***** Dataset extract
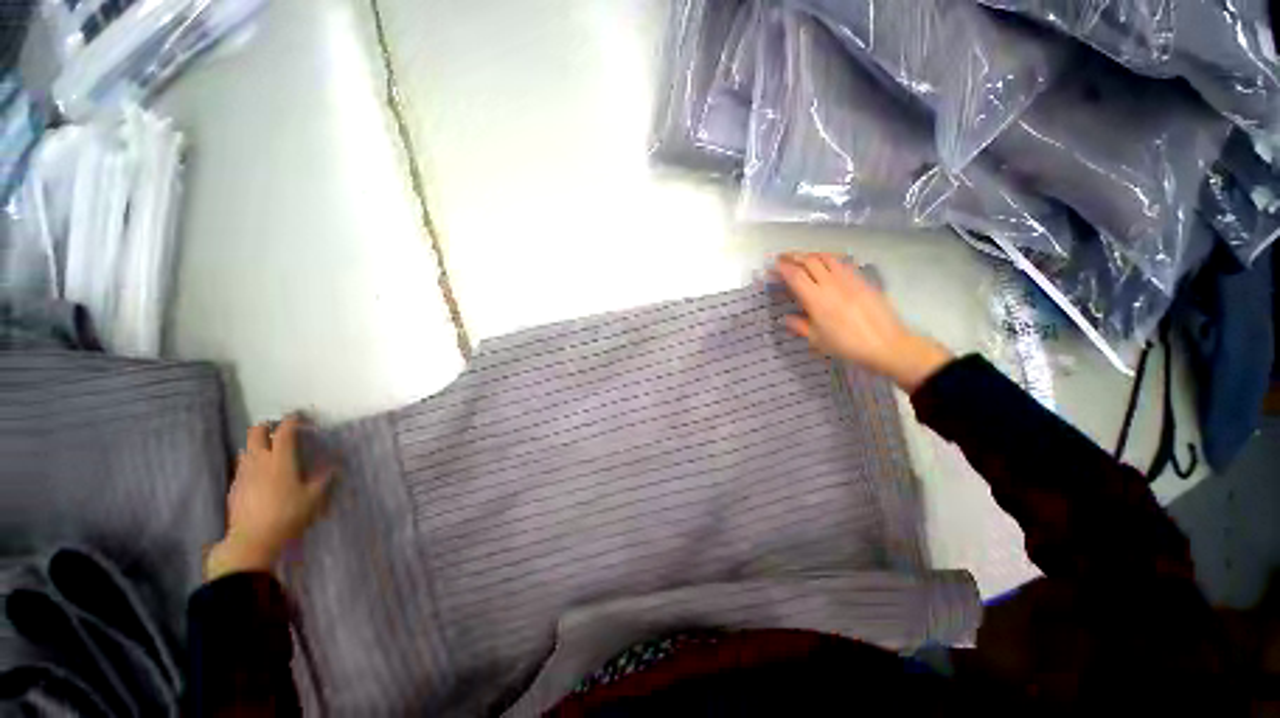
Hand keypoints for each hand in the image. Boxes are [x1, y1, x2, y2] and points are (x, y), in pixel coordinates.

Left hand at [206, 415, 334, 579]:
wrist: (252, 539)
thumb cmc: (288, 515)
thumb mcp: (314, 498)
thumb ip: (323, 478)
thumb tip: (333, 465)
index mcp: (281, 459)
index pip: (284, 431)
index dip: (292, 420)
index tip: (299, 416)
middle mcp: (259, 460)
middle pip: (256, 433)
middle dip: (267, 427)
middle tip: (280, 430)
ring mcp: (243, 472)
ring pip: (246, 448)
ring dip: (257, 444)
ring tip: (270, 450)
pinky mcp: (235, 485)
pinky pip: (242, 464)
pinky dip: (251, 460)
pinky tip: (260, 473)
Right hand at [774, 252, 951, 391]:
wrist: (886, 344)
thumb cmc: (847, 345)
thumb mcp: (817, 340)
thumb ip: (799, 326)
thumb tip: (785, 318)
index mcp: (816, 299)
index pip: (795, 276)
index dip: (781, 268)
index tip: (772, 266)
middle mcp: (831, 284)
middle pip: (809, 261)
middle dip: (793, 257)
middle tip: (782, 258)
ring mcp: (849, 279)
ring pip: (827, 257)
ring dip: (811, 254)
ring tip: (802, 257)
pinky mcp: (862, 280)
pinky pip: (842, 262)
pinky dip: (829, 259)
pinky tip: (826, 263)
**********
***** Dataset extract
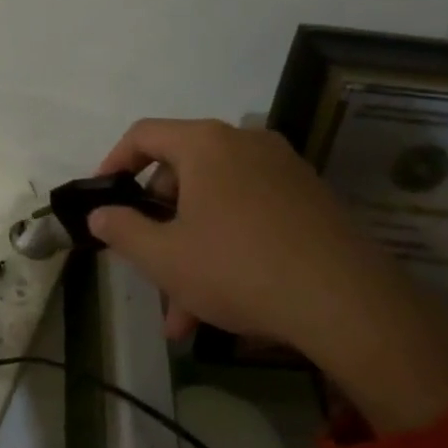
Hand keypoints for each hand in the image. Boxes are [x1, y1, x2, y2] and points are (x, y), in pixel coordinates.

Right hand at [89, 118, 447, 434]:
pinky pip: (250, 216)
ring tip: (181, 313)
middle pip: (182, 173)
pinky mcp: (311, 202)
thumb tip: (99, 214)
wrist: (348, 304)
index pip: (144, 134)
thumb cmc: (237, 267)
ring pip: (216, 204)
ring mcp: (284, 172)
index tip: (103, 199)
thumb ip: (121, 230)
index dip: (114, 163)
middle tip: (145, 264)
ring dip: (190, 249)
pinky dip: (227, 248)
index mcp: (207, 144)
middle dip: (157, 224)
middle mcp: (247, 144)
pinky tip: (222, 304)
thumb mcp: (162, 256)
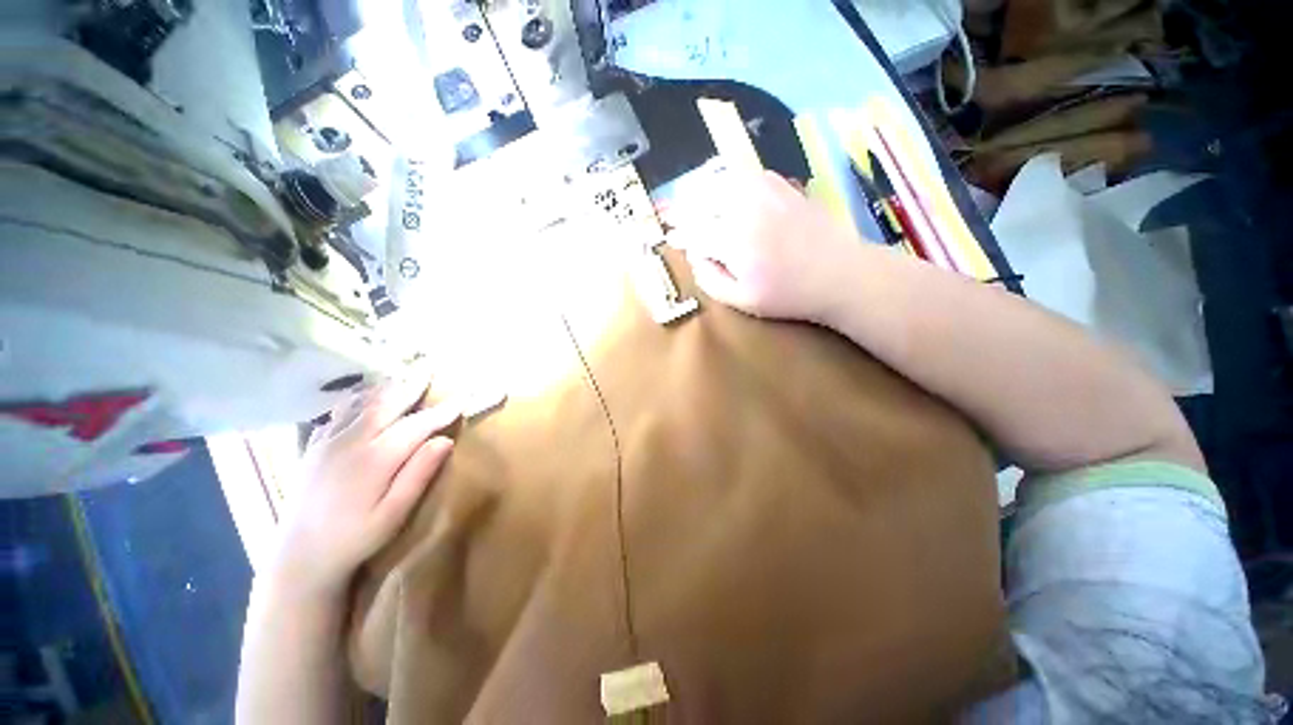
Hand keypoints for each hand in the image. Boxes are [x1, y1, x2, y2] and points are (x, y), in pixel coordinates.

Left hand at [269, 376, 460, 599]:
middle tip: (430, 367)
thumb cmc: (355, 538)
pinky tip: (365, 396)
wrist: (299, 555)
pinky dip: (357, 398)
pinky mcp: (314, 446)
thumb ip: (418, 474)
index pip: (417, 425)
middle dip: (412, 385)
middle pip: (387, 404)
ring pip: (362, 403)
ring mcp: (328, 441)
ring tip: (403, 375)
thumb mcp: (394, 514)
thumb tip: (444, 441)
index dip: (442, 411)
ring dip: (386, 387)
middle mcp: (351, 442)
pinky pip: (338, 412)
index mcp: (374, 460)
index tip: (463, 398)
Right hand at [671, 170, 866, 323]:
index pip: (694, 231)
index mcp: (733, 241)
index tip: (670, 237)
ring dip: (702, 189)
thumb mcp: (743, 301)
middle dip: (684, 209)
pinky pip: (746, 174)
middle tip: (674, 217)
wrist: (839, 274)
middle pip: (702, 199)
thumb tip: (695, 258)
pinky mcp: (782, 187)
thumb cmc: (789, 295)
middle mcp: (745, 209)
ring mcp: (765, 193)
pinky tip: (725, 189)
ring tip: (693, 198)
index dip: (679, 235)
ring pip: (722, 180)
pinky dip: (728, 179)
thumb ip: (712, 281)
**********
Your assignment >>
All lines in the data above from the one with "index tip: (299, 416)" through the one with "pinky tip: (826, 263)" must be repeated exactly, and no others.

Solution >>
index tip: (299, 416)
middle mcp: (259, 460)
middle pip: (256, 433)
middle dip: (267, 427)
middle tip: (280, 430)
ring mcp: (243, 472)
ring pip: (246, 448)
ring dip: (257, 444)
ring tip: (270, 450)
pinky mcp: (235, 485)
pinky pip: (242, 464)
pinky dip: (251, 460)
pinky tip: (260, 473)
Right hand at [774, 252, 951, 391]:
wrist: (886, 344)
thumb cmc: (847, 345)
thumb mcp: (817, 340)
thumb ip: (799, 326)
thumb tip: (785, 318)
index mcp: (816, 299)
index pip: (795, 276)
index dip: (781, 268)
index tip: (772, 266)
middle mcp: (831, 284)
middle pip: (809, 261)
middle dip: (793, 257)
middle tip: (782, 258)
ring mcp: (849, 279)
ring pip: (827, 257)
ring dip: (811, 254)
ring tip: (802, 257)
pinky mcp: (862, 280)
pinky pip: (842, 262)
pinky dip: (829, 259)
pinky tip: (826, 263)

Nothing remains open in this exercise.